When the word "Number" shows up in a line of the records below, copy that line.

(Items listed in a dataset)
*** Block opens ***

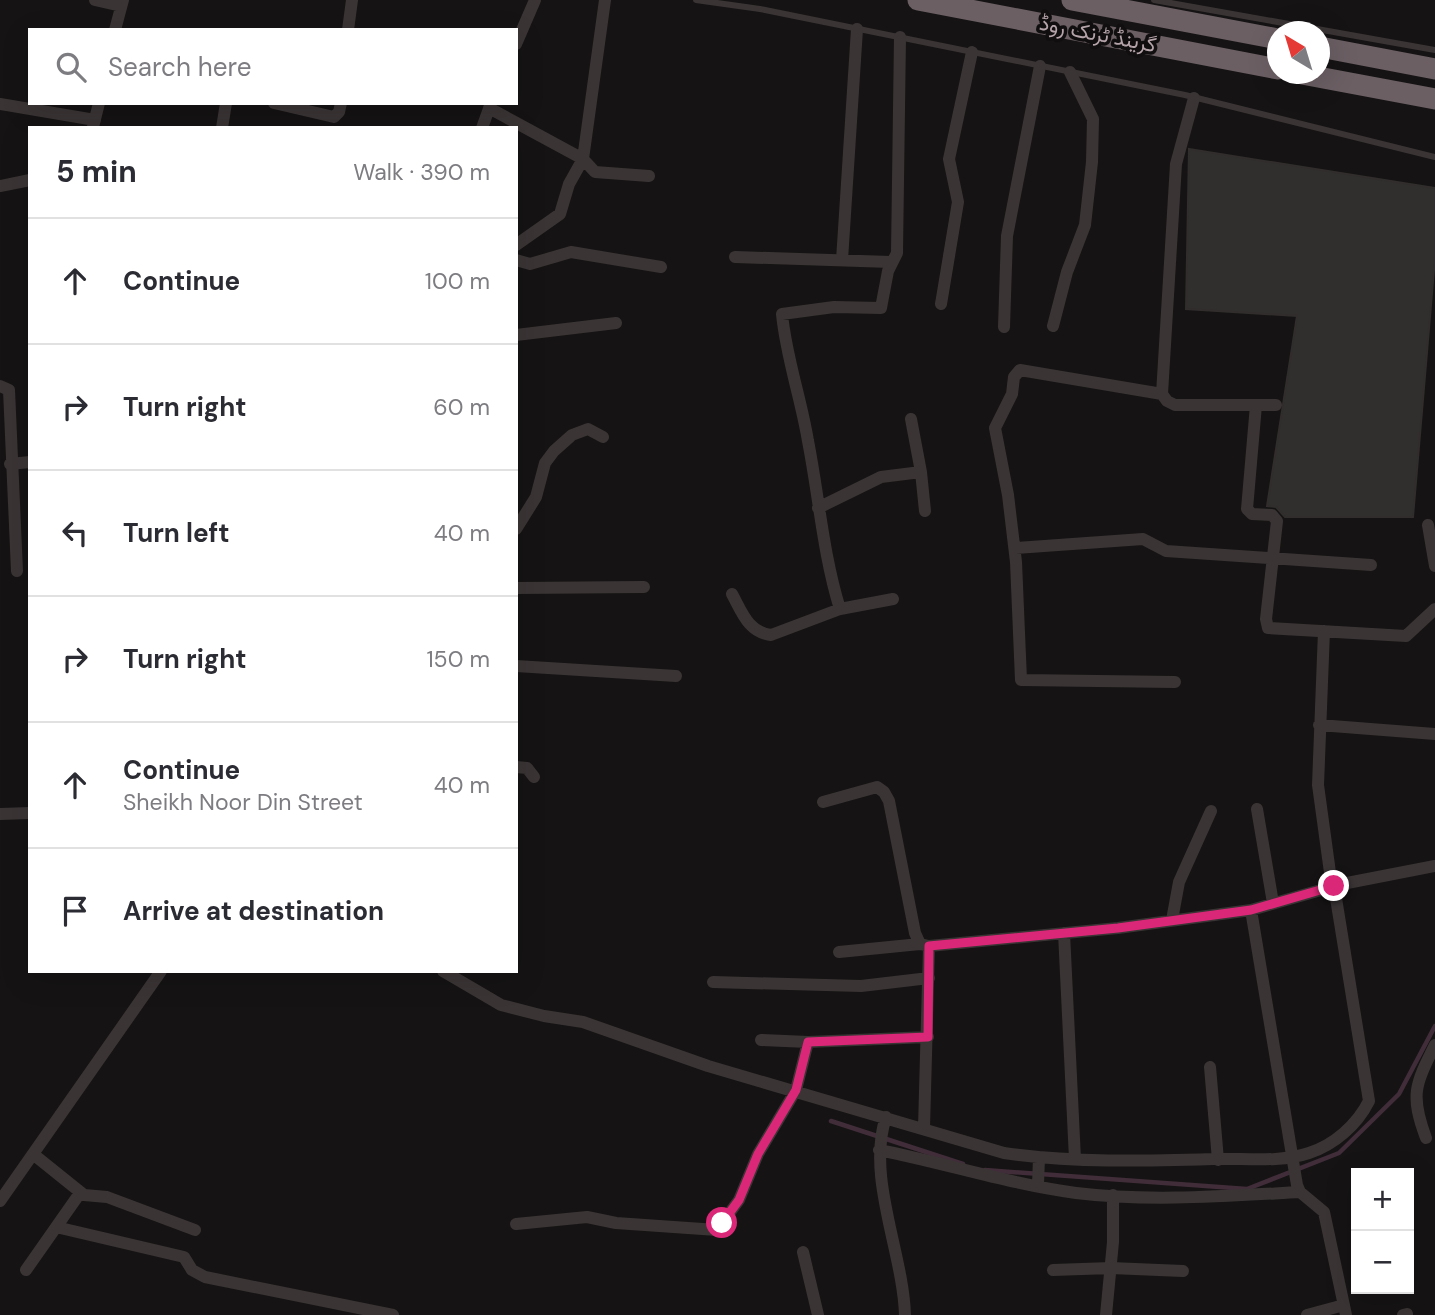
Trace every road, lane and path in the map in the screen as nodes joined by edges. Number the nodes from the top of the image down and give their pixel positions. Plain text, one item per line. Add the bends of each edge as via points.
1 (95, 0) edge
2 (352, 0) edge
3 (535, 0) edge
4 (605, 0) edge
5 (696, 0) edge
6 (761, 0) edge
7 (918, 0) edge
8 (1072, 0) edge
9 (1154, 0) edge
10 (122, 3) edge
11 (760, 9) junction
12 (116, 28) edge
13 (348, 28) edge
14 (857, 29) junction
15 (900, 37) junction
16 (1267, 37) edge
17 (518, 39) edge
18 (1330, 49) edge
19 (1435, 50) edge
20 (972, 52) junction
21 (1040, 66) junction
22 (1267, 67) edge
23 (1435, 69) edge
24 (1070, 72) junction
25 (1330, 79) edge
26 (1194, 98) junction
27 (1435, 99) edge
28 (0, 104) edge
29 (99, 105) edge
30 (226, 105) edge
31 (280, 105) edge
32 (341, 105) edge
33 (490, 106) edge
34 (334, 122) edge
35 (94, 124) edge
36 (222, 126) edge
37 (483, 126) edge
38 (1435, 157) edge
39 (583, 159) junction
40 (649, 176) dead end
41 (28, 180) edge
42 (0, 186) edge
43 (518, 244) edge
44 (735, 257) dead end
45 (842, 260) junction
46 (518, 261) edge
47 (891, 262) junction
48 (661, 267) dead end
49 (941, 304) dead end
50 (616, 323) dead end
51 (1053, 326) dead end
52 (1004, 327) dead end
53 (518, 335) edge
54 (0, 386) edge
55 (1162, 394) junction
56 (1276, 404) dead end
57 (1256, 405) junction
58 (911, 419) dead end
59 (603, 437) dead end
60 (28, 462) edge
61 (10, 464) junction
62 (921, 472) junction
63 (818, 508) junction
64 (925, 511) dead end
65 (518, 525) edge
66 (1428, 525) dead end
67 (1015, 548) junction
68 (1272, 559) junction
69 (1371, 565) dead end
70 (1435, 566) edge
71 (17, 571) dead end
72 (644, 587) dead end
73 (518, 588) edge
74 (732, 594) dead end
75 (893, 599) dead end
76 (840, 609) junction
77 (1435, 609) edge
78 (1324, 631) junction
79 (518, 666) edge
80 (676, 676) dead end
81 (1175, 682) dead end
82 (1320, 725) junction
83 (1435, 734) edge
84 (518, 767) edge
85 (534, 777) dead end
86 (823, 802) dead end
87 (1257, 808) dead end
88 (1211, 811) dead end
89 (28, 813) edge
90 (0, 814) edge
91 (1435, 866) edge
92 (1333, 886) junction
93 (1273, 903) junction
94 (1251, 910) junction
95 (1172, 920) junction
96 (1065, 933) junction
97 (925, 945) junction
98 (839, 952) dead end
99 (160, 973) edge
100 (446, 973) edge
101 (929, 978) junction
102 (713, 982) dead end
103 (928, 1037) junction
104 (761, 1040) dead end
105 (808, 1042) junction
106 (1435, 1045) edge
107 (1210, 1067) dead end
108 (794, 1094) junction
109 (884, 1123) junction
110 (924, 1128) junction
111 (1426, 1139) dead end
112 (879, 1147) junction
113 (33, 1154) junction
114 (1075, 1158) junction
115 (1293, 1159) junction
116 (1219, 1160) junction
117 (1039, 1161) junction
118 (1038, 1183) junction
119 (1298, 1187) junction
120 (80, 1193) junction
121 (1113, 1195) junction
122 (0, 1201) edge
123 (516, 1224) dead end
124 (56, 1227) junction
125 (195, 1230) dead end
126 (803, 1252) dead end
127 (1111, 1268) junction
128 (26, 1269) dead end
129 (1052, 1270) dead end
130 (1183, 1271) dead end
131 (1345, 1310) edge
132 (393, 1315) edge
133 (818, 1315) edge
134 (905, 1315) edge
135 (1106, 1315) edge
136 (1307, 1315) edge

1 - 10 street
2 - 13 street
3 - 17 street
4 - 39 street
5 - 11 lane
6 - 11 lane
7 - 22 highway, گرینڈ ٹرنک روڈ
8 - 16 highway, گرینڈ ٹرنک روڈ
9 - 19 lane
10 - 12 street
11 - 14 lane
14 - 15 lane
14 - 45 street
15 - 20 lane
15 - 47 street via 897,253
18 - 23 highway
20 - 21 lane
20 - 49 street via 949,159 958,202
21 - 24 lane
21 - 52 street via 1007,236
24 - 26 lane
24 - 51 street via 1093,119 1092,162 1085,225
25 - 27 highway
26 - 38 lane
26 - 55 street via 1176,164
28 - 35 street
29 - 35 street
30 - 36 street
31 - 34 street
32 - 34 street
33 - 37 street
33 - 39 street
39 - 40 street via 595,172
39 - 43 street via 559,214
41 - 42 street
44 - 45 street
45 - 47 street
46 - 48 street via 530,264 571,252
47 - 63 street via 881,308 834,307 782,314
50 - 53 street
54 - 61 street via 9,390
55 - 57 street via 1175,405
55 - 67 street via 1020,370 995,428
56 - 57 street
57 - 68 street via 1247,509 1252,514 1272,515 1277,521
58 - 62 street
59 - 65 street via 588,429 572,435 554,451 545,463 536,497
60 - 61 street
61 - 71 street
62 - 63 street via 881,477
62 - 64 street
63 - 76 street
66 - 70 street
67 - 68 street via 1143,539 1166,551
67 - 81 street via 1021,680
68 - 69 street
68 - 78 street via 1268,628
72 - 73 street
74 - 76 street via 751,627 761,634 771,635
75 - 76 street
77 - 78 street via 1406,636
78 - 82 street
79 - 80 street
82 - 83 street
82 - 92 street via 1318,785
84 - 85 street via 527,768
86 - 97 street via 877,787 884,792 915,933
87 - 93 street
88 - 95 street via 1179,882
89 - 90 street
91 - 92 street
92 - 93 street
92 - 115 street via 1369,1101 1351,1127 1330,1144
93 - 94 street
94 - 95 street
94 - 115 street
95 - 96 street
96 - 97 street
96 - 114 street
97 - 98 street
97 - 101 street
99 - 113 street
100 - 108 street via 502,1005 583,1022
101 - 102 street via 861,986
101 - 103 street
103 - 105 street
103 - 110 street
104 - 105 street
105 - 108 street
106 - 111 street via 1414,1095
107 - 116 street
108 - 109 street
108 - 123 street via 758,1154 739,1200 717,1230 587,1217
109 - 110 street
109 - 112 street
110 - 117 street
112 - 118 street via 974,1175
112 - 134 street
113 - 120 street
113 - 122 street
114 - 116 street
114 - 117 street
115 - 116 street
115 - 119 street
117 - 118 street
118 - 121 street
119 - 121 street via 1215,1197
119 - 131 street via 1324,1212
120 - 124 street
120 - 125 street via 102,1196
121 - 127 street
124 - 128 street
124 - 132 street via 184,1257 192,1270 205,1277
126 - 133 street
127 - 129 street
127 - 130 street
127 - 135 street
131 - 136 street

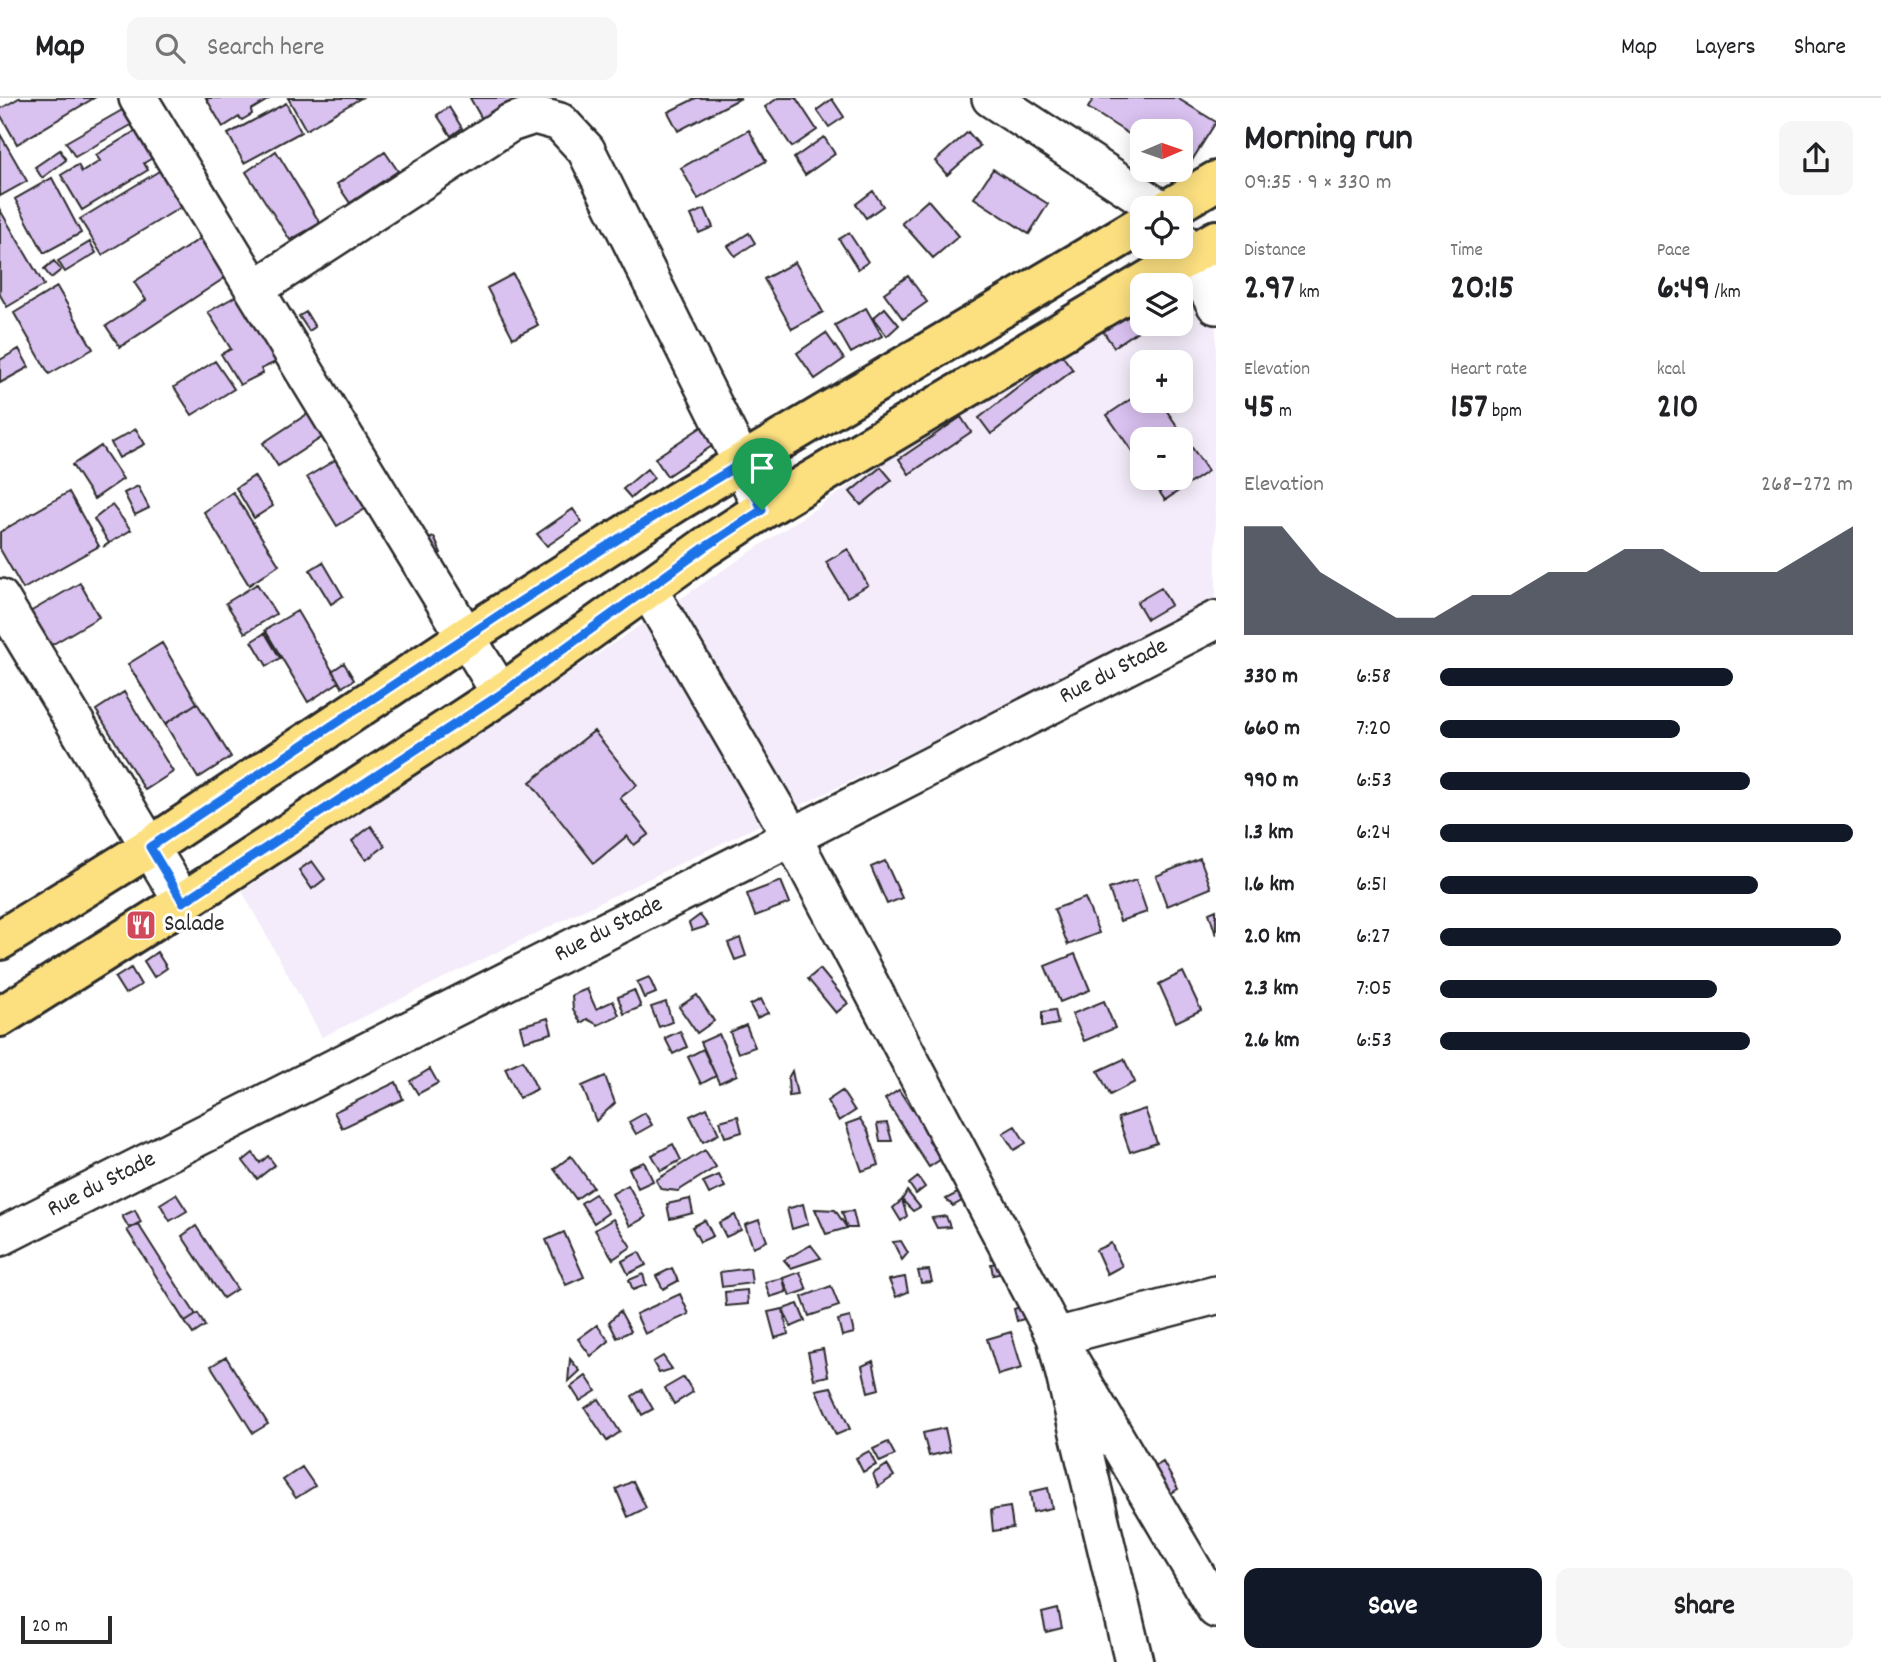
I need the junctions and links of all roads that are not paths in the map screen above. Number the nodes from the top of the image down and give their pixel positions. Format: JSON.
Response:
{"nodes":[{"id":1,"x":138,"y":98,"type":"edge"},
{"id":2,"x":991,"y":98,"type":"edge"},
{"id":3,"x":1216,"y":181,"type":"edge"},
{"id":4,"x":1141,"y":196,"type":"edge"},
{"id":5,"x":1190,"y":196,"type":"edge"},
{"id":6,"x":1130,"y":232,"type":"edge"},
{"id":7,"x":1196,"y":246,"type":"edge"},
{"id":8,"x":255,"y":289,"type":"junction"},
{"id":9,"x":1216,"y":305,"type":"edge"},
{"id":10,"x":742,"y":463,"type":"junction"},
{"id":11,"x":762,"y":510,"type":"junction"},
{"id":12,"x":648,"y":589,"type":"junction"},
{"id":13,"x":0,"y":598,"type":"edge"},
{"id":14,"x":1216,"y":620,"type":"edge"},
{"id":15,"x":467,"y":636,"type":"junction"},
{"id":16,"x":501,"y":694,"type":"junction"},
{"id":17,"x":792,"y":837,"type":"junction"},
{"id":18,"x":150,"y":847,"type":"junction"},
{"id":19,"x":183,"y":902,"type":"junction"},
{"id":20,"x":0,"y":940,"type":"edge"},
{"id":21,"x":0,"y":1017,"type":"edge"},
{"id":22,"x":0,"y":1237,"type":"edge"},
{"id":23,"x":1216,"y":1295,"type":"edge"},
{"id":24,"x":1056,"y":1337,"type":"junction"},
{"id":25,"x":1216,"y":1609,"type":"edge"},
{"id":26,"x":1134,"y":1662,"type":"edge"}],
"edges":[{"from":1,"to":8,"type":"street"},
{"from":2,"to":4,"type":"street"},
{"from":3,"to":5,"type":"main road"},
{"from":6,"to":10,"type":"main road"},
{"from":7,"to":9,"type":"street"},
{"from":7,"to":11,"type":"main road"},
{"from":8,"to":10,"type":"street"},
{"from":8,"to":15,"type":"street"},
{"from":10,"to":11,"type":"street"},
{"from":10,"to":15,"type":"main road"},
{"from":11,"to":12,"type":"main road"},
{"from":12,"to":16,"type":"main road"},
{"from":12,"to":17,"type":"street"},
{"from":13,"to":18,"type":"street"},
{"from":14,"to":17,"type":"street","name":"Rue du Stade"},
{"from":15,"to":16,"type":"street"},
{"from":15,"to":18,"type":"main road"},
{"from":16,"to":19,"type":"main road"},
{"from":17,"to":22,"type":"street","name":"Rue du Stade"},
{"from":17,"to":24,"type":"street"},
{"from":18,"to":19,"type":"street"},
{"from":18,"to":20,"type":"main road"},
{"from":19,"to":21,"type":"main road"},
{"from":23,"to":24,"type":"street"},
{"from":24,"to":25,"type":"street"},
{"from":24,"to":26,"type":"street"}]}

*** Block closes ***

_REPLY TO THE EXERCISE_
Trace every road, lane and path in the map in the screen as nodes joined by edges. Number the nodes from the top of the image down and give their pixel positions. Plain text, one item per line. Add the bends of each edge as via points.
I need the junctions and links of all roads that are not paths in the map screen above. Number the nodes from the top of the image down and give their pixel positions. Format: JSON.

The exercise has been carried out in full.